Object Imagination
Posted on December 4, 2012 | posted by:It’s iconic. A single piece of thick white paper, creased and folded into a pint-sized box, held together by a simple handle of slim metal wire on top. The square base expands ever so slightly as it rises upward, allowing easy access for the inquiring handheld utensil. The four standing walls culminate in four simple edges, folded into almost leak-proof closure as one might wrap the edges of a birthday gift. Two identical, opposing edges bent down first, the remaining two swiftly follow, providing a final top layer easily and securely fastened by slipping the minimal ‘hook’ of one edge into the discrete slit cut into the other. The Chinese takeout container: an object of supreme functionality with non-descript decoration, the perfect canvas for the American imagination.
I have always felt a nagging ambivalence toward this object. Frustratingly irritated with its redundant equivalence to cheap in movie (Hollywood) after movie (or indie), and yet simultaneously content with its dignified and unadorned staying power.

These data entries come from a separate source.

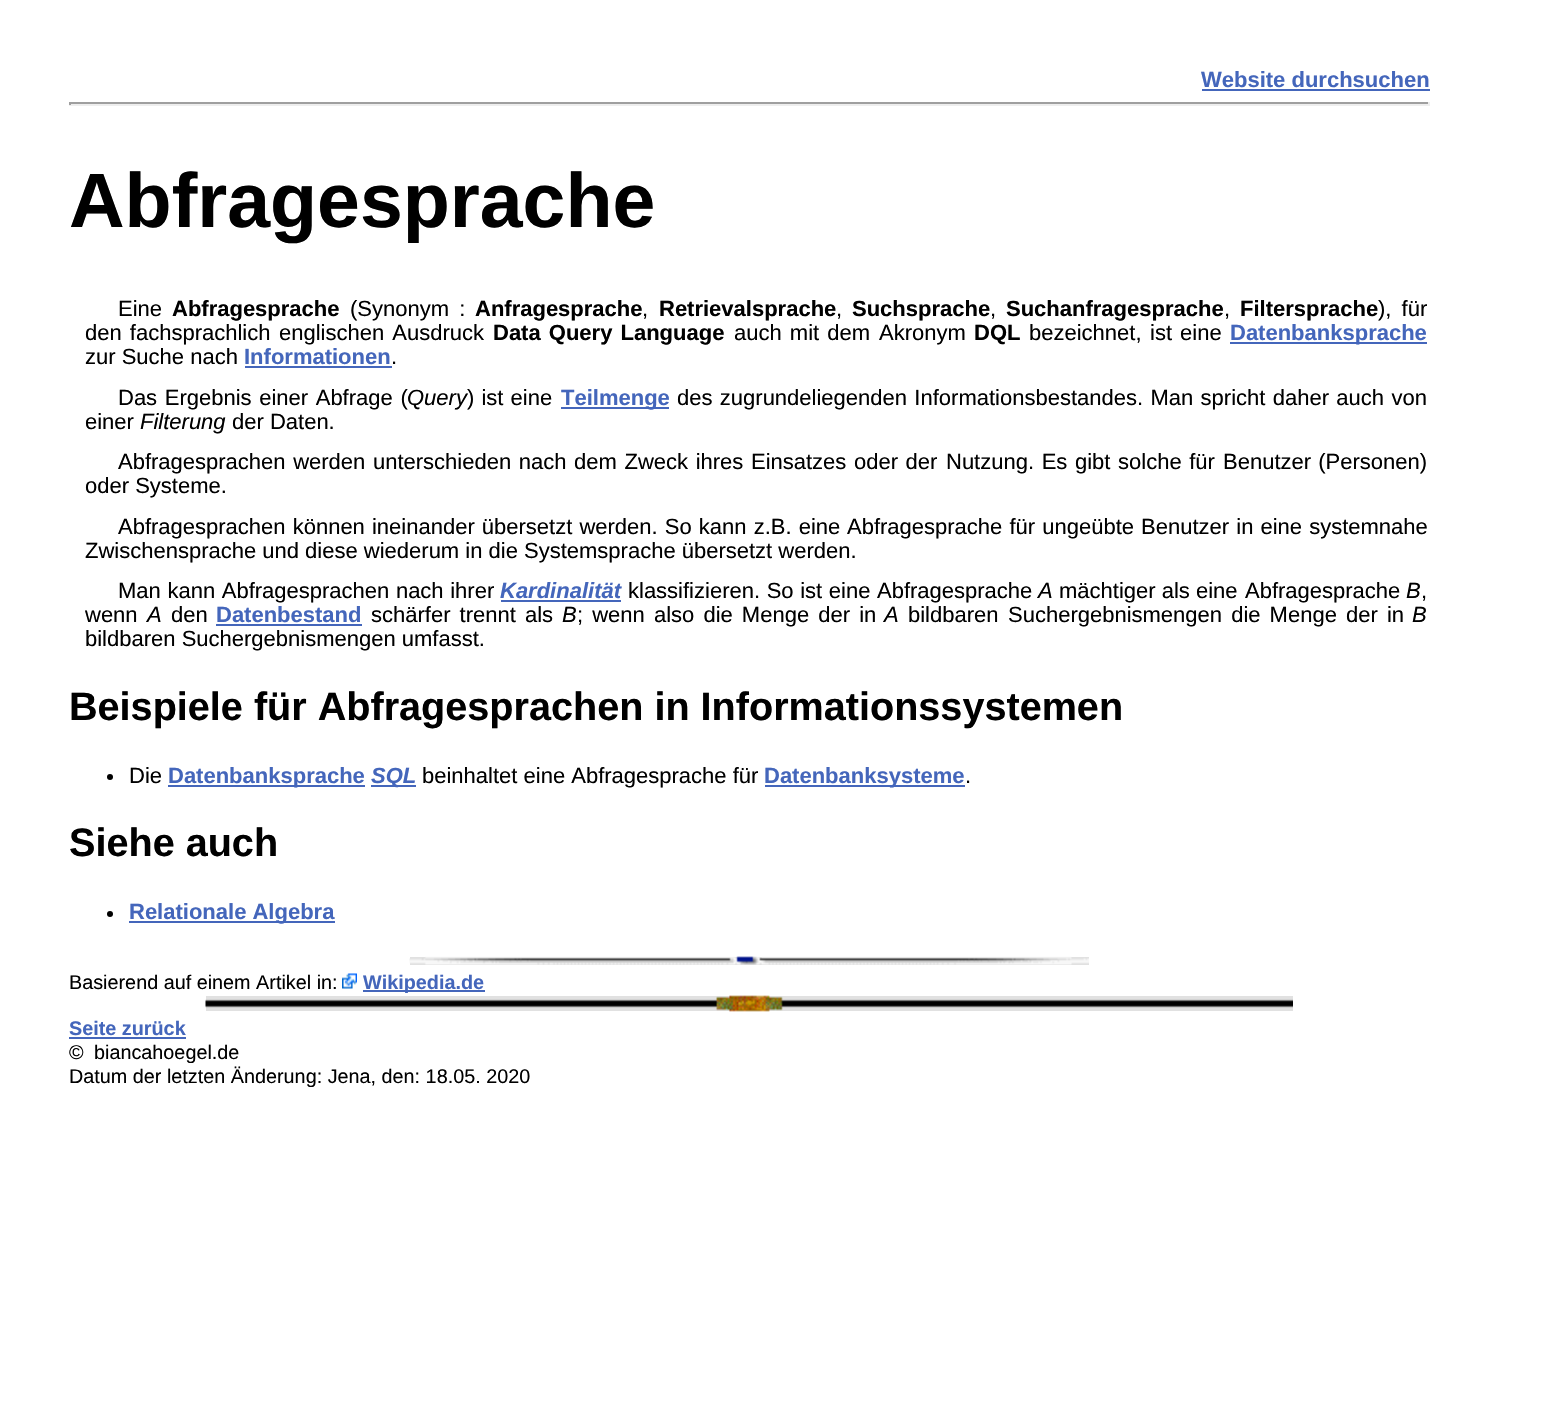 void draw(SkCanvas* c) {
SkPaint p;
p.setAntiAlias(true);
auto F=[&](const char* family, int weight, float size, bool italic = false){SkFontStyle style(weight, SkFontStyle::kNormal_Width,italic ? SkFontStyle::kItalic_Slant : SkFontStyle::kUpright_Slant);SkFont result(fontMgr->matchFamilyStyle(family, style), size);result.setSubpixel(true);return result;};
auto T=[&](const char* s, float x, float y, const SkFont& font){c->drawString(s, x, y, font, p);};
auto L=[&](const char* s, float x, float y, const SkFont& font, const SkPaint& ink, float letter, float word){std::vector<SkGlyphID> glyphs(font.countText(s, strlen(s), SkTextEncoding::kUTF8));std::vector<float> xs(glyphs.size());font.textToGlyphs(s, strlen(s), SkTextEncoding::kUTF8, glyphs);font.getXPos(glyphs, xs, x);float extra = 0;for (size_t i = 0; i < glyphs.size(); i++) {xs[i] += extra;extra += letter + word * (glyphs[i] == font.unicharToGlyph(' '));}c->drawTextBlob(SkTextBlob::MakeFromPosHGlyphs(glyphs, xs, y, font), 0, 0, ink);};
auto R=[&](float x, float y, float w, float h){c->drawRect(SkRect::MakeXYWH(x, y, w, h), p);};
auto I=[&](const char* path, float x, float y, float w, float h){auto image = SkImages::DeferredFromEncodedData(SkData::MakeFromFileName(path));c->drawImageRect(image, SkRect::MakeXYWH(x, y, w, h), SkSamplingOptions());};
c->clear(0xffffffff);
auto f1 = F("Liberation Sans",700,22);
p.setColor(0xff4466bb);
T("Website durchsuchen",1201,87,f1);
R(1202,89,228,2);
p.setColor(0xff9f9f9f);
R(69,102,1361,2);
p.setColor(0xffeeeeee);
R(1428,102,2,3);
R(69,104,1361,2);
p.setColor(0xff9f9f9f);
R(69,102,2,3);
auto f2 = F("Liberation Sans",700,77);
p.setColor(0xff000000);
T("Abfragesprache",69,227,f2);
auto f3 = F("Liberation Sans",400,22);
T("Eine",118,316,f3);
T("Abfragesprache",172,316,f1);
L("(Synonym :",350,316,f3,p,0,4);
T("Anfragesprache",475,316,f1);
T(",",642,316,f3);
T("Retrievalsprache",659,316,f1);
T(",",836,316,f3);
T("Suchsprache",852,316,f1);
T(",",990,316,f3);
T("Suchanfragesprache",1006,316,f1);
T(",",1224,316,f3);
T("Filtersprache",1240,316,f1);
L("), für",1378,316,f3,p,0,4);
L("den fachsprachlich",85,340,f3,p,0,2);
L("englischen Ausdruck",279,340,f3,p,0,2);
L("Data Query Language",493,340,f1,p,0,2);
L("auch mit dem",734,340,f3,p,0,2);
T("Akronym",879,340,f3);
T("DQL",974,340,f1);
T("bezeichnet,",1029,340,f3);
L("ist eine",1150,340,f3,p,0,2);
p.setColor(0xff4466bb);
R(1230,342,197,2);
T("Datenbanksprache",1230,340,f1);
p.setColor(0xff000000);
T("zur Suche nach",85,364,f3);
p.setColor(0xff4466bb);
T("Informationen",244,364,f1);
R(245,366,147,2);
p.setColor(0xff000000);
T(".",391,364,f3);
L("Das Ergebnis einer Abfrage (",118,405,f3,p,0,1.5);
auto f4 = F("Liberation Sans",400,22,true);
T("Query",407,405,f4);
L(") ist eine",467,405,f3,p,0,1);
p.setColor(0xff4466bb);
R(561,407,108,2);
T("Teilmenge",561,405,f1);
p.setColor(0xff000000);
L("des zugrundeliegenden Informationsbestandes. Man spricht daher auch von",677,405,f3,p,0,1.25);
T("einer",85,429,f3);
T("Filterung",140,429,f4);
T("der Daten.",232,429,f3);
L("Abfragesprachen werden unterschieden nach dem Zweck ihres Einsatzes oder der",118,469,f3,p,0,1.5);
L("Nutzung. Es gibt solche für",946,469,f3,p,0,1.5);
L("Benutzer (Personen)",1223,469,f3,p,0,1);
T("oder Systeme.",85,493,f3);
L("Abfragesprachen können ineinander übersetzt werden. So kann z.B. eine",118,534,f3,p,0,1);
L("Abfragesprache für ungeübte Benutzer in eine systemnahe",847,534,f3,p,0,1);
T("Zwischensprache und diese wiederum in die Systemsprache übersetzt werden.",85,558,f3);
L("Man kann Abfragesprachen nach ihrer",118,598,f3,p,0,.5);
auto f5 = F("Liberation Sans",700,22,true);
p.setColor(0xff4466bb);
T("Kardinalität",500,598,f5);
R(501,600,120,2);
p.setColor(0xff000000);
L("klassifizieren. So ist eine Abfragesprache",628,598,f3,p,0,.5);
T("A",1038,598,f4);
T("mächtiger als eine",1059,598,f3);
T("Abfragesprache",1245,598,f3);
T("B",1406,598,f4);
T(",",1421,598,f3);
T("wenn",85,622,f3);
T("A",147,622,f4);
T("den",171,622,f3);
p.setColor(0xff4466bb);
T("Datenbestand",216,622,f1);
R(216,624,146,2);
p.setColor(0xff000000);
L("schärfer trennt als",371,622,f3,p,0,3);
T("B",562,622,f4);
L("; wenn also die Menge der in",577,622,f3,p,0,3);
T("A",884,622,f4);
T("bildbaren",908,622,f3);
L("Suchergebnismengen die Menge der in",1008,622,f3,p,0,3);
T("B",1412,622,f4);
T("bildbaren Suchergebnismengen umfasst.",85,646,f3);
auto f6 = F("Liberation Sans",700,39.6);
T("Beispiele für Abfragesprachen in Informationssystemen",69,720,f6);
c->drawCircle(110,777,3,p);
T("Die",129,783,f3);
p.setColor(0xff4466bb);
R(168,785,197,2);
T("Datenbanksprache",168,783,f1);
R(371,785,45,2);
T("SQL",371,783,f5);
p.setColor(0xff000000);
T("beinhaltet eine Abfragesprache für",422,783,f3);
p.setColor(0xff4466bb);
R(765,785,200,2);
T("Datenbanksysteme",764,783,f1);
p.setColor(0xff000000);
T(".",965,783,f3);
T("Siehe auch",69,856,f6);
c->drawCircle(110,914,3,p);
p.setColor(0xff4466bb);
R(129,921,206,2);
T("Relationale Algebra",129,919,f1);
p.setColor(0xffe1e1e1);
R(410,957,679,8);
I("1.png",409,956,680,9);
auto f7 = F("Liberation Sans",400,19.8);
p.setColor(0xff000000);
T("Basierend auf einem Artikel in:",69,989,f7);
I("2.png",342,973,15,16);
p.setColor(0xff4466bb);
R(363,990,122,2);
auto f8 = F("Liberation Sans",700,19.8);
T("Wikipedia.de",363,989,f8);
p.setColor(0xffe1e1e1);
R(206,996,1087,15);
I("3.png",205,995,1088,17);
p.setColor(0xff4466bb);
T("Seite zurück",69,1035,f8);
R(69,1037,117,2);
p.setColor(0xff000000);
T("©",69,1059,f7);
T("biancahoegel.de",94,1059,f7);
T("Datum der letzten Änderung: Jena, den: 18.05. 2020",69,1083,f7);
}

Obviously as an American of Chinese ancestry my experience with the object stretches beyond its aesthetic and material qualities to the greater cultural and symbolic significations. More importantly however, as a transdisciplinary designer the symbolic and cultural is what is most interesting about the object. Though we might attempt to strip the design of its association with Chinese, the cultural signifier is integral to its description. Ask someone to envision a takeout container and perhaps a few options will come to mind. Ask a person to envision a Chinese takeout container; we get one and only one silhouette.
I find it amusing that despite its cultural connotations, the container is an American invention. In a NY Times article by Hilary Greenbaum and Dana Rubinstein titled, “The Chinese-Takeout Container Is Uniquely American,” the design is accredited to a Mr. Frederick Weeks Wilcox, citing that “On Nov.13, 1894, in Chicago the inventor…patented a version of what he called the ‘paper pail’.” I wonder how the inventor would feel about the object today. Would he be glad it is still in wide use over a hundred years later? Would he be confused by its descriptive Chinese adjective? Of course we will never know. I believe it fair to assume however, that we can be sure he had no intention of such a legacy.
Designing objects is very much like a performance or film in this way: you never have full charge of creating the meaning. Even with the most astringent control over viewing experience, the audience always has the last say. Likewise, try as we might to design a foolproof (fill in the blank) experience, the user will do as she pleases. I am curious then, how does cultural significance refract meaning back onto the aesthetic and material qualities of an object? What filters do we unconsciously bring to our analyses of designs as useful or good? How do politics, culture, material, subversion, and memory play into shaping our imaginative capacity as designers? What prejudices are we unaware of? What biases are we stuck on? What are solutions we already have, but simply fail to see?